Pod::Plexus meta-yak, editor folding

Pod::Plexus development has led me down a slippery slope peppered with boulders and broken glass I thought I could avoid forever.

My inner typographer wants to lay out documentation "just so", which means putting all the POD together, usually at the end of the file. Pod::Plexus and Pod::Weaver move POD around, making this semitypographical exercise a big time waster. All the careful consideration of placing "SEE ALSO" before (or after) "BUGS" matters naught.

Suddenly interleaving POD and code doesn't sound so bad. It doesn't change the finished product. I can also get rid of some of my pre-method comments, since the documentation will do double duty. Smaller distributions and less work for me? What's not to like?

Well, it's a pity that interleaved code and POD is butt ugly and distracting. By breaking up the continuity and context between methods, it's actually interfering with my ability to hold design in my head. And this is code I'm in the process of writing. Maybe I'll evolve out of my modalities, but it's a learning hurdle for now.

Which leads me to my other nemesis, source folding. If you don't know, it's where groups of lines in a source file are squashed ("folded") together into a single line. As much as I hate the concept, the ability to hide POD or code might make interleaving them barely tolerable. It's ironic because I hate source folding about as much as I hate interleaving code and POD. Necessity seems to be the mother of strange bedfellows. Maybe two wrongs can make a right.

So I spent the past couple nights hacking POD/code folding into my .vimrc. Now two keystrokes will hide all the POD so I can read the code, and two other keystrokes will swap that around. The results are ugly and preliminary, but I'm kind of happy about them. I thought I'd share. This is me sharing. You have been shared with.

I plan to clean this up and add it to Pod::Plexus' CPAN distribution after the module is ready to be released. I chose to shave this meta-yak now because I think it'll help me write the remaining code faster. I'll let you know how that works out for me.

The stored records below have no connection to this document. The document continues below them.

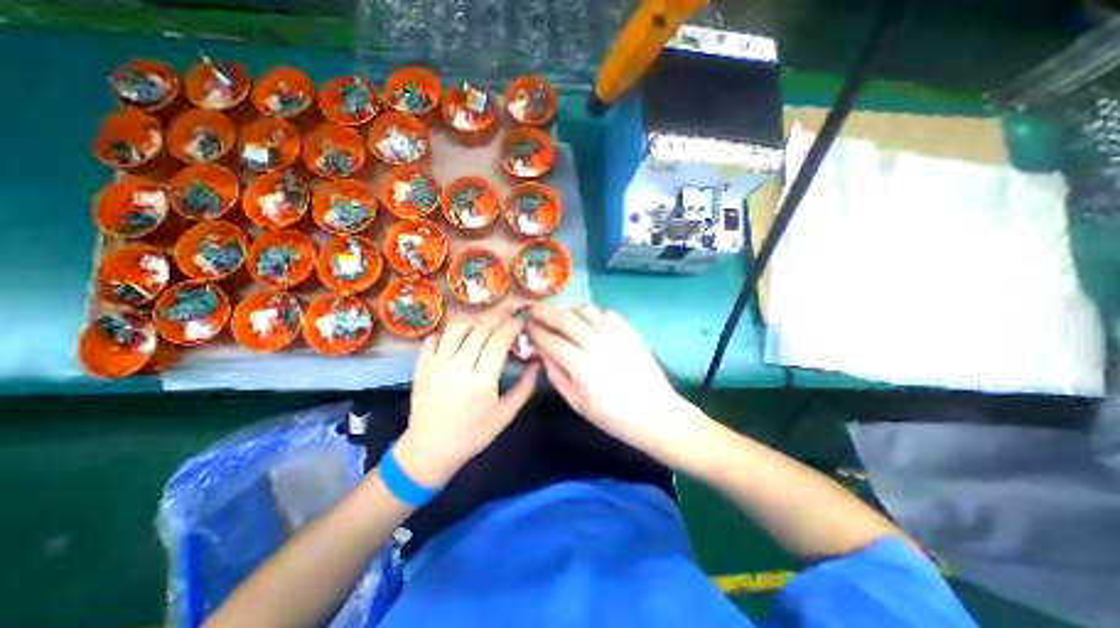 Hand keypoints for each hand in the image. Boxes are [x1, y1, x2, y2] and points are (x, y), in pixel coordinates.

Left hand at [396, 307, 540, 485]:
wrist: (430, 448)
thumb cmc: (473, 434)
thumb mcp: (506, 415)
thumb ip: (525, 387)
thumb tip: (537, 362)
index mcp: (481, 382)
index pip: (498, 341)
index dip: (512, 326)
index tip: (521, 321)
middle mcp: (457, 367)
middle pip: (480, 329)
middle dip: (498, 316)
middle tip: (510, 311)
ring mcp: (436, 364)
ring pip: (456, 328)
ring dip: (475, 319)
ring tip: (487, 320)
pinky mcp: (421, 365)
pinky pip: (434, 337)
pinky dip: (449, 331)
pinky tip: (461, 333)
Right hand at [528, 304, 691, 459]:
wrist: (654, 413)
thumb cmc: (612, 416)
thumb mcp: (577, 402)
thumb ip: (556, 374)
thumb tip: (542, 352)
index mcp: (580, 364)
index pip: (550, 339)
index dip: (535, 330)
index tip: (525, 324)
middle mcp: (595, 342)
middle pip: (564, 318)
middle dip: (544, 311)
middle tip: (533, 309)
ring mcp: (615, 333)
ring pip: (585, 309)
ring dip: (569, 309)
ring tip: (561, 315)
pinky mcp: (629, 331)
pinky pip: (606, 312)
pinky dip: (593, 313)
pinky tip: (588, 321)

Meanwhile, if you know Vim scripting, you're probably better off than I am. Patches to this are welcome. For example, I don't know how I'm going to add Moose syntax to the mix.

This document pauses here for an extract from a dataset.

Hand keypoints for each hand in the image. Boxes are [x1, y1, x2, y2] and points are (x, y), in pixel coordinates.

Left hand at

" Folding!  Ogods, the FOLDING!

let perl_include_pod=1
let perl_extended_vars=1
let perl_sync_dist=1000

let perl_fold=1
let perl_nofold_packages=1

syntax on

if has("gui_running")
  colorscheme rocco
  set guioptions-=T
else
  colorscheme rocco
endif

" Highlight whitespace where it doesn't belong.  Goes after "syntax on".
highlight ExtraWhitespace ctermbg=red guibg=red
au ColorScheme * highlight ExtraWhitespace guibg=red
au BufEnter    * match     ExtraWhitespace /\s\+$/
au InsertEnter * match     ExtraWhitespace /\s\+\%#\@<!$/
au InsertLeave * match     ExtraWhiteSpace /\s\+$/

" Extend the stock perl.vim highlighting without hacking a custom one.
au Syntax perl call MyPerlAdd()
function MyPerlAdd()
  syn match perlPodTabs "\t" contained
  syn cluster Pod add=perlPodTabs
  " syn match podVerbatimLine "^\s.*$" contains=perlPodTabs,@NoSpell
  syn keyword perlTodo TODO TBD FIXME XXX FUTURE NOTE NB contained
  syn match perlTodo "-><-" contained
  hi link perlPodTabs ExtraWhitespace

  " Extend POD regions to include Pod::Plexus syntax.
  syn match podCommand "^=public"    nextgroup=podCmdText skipwhite contains=@NoSpell keepend
  syn match podCommand "^=private"   nextgroup=podCmdText skipwhite contains=@NoSpell keepend
  syn match podCommand "^=attribute" nextgroup=podCmdText skipwhite contains=@NoSpell keepend
  syn match podCommand "^=method"    nextgroup=podCmdText skipwhite contains=@NoSpell keepend

  syn sync match perlSyncPOD grouphere perlPOD "^=public"
  syn sync match perlSyncPOD grouphere perlPOD "^=private"
  syn sync match perlSyncPOD grouphere perlPOD "^=attribute"
  syn sync match perlSyncPOD grouphere perlPOD "^=method"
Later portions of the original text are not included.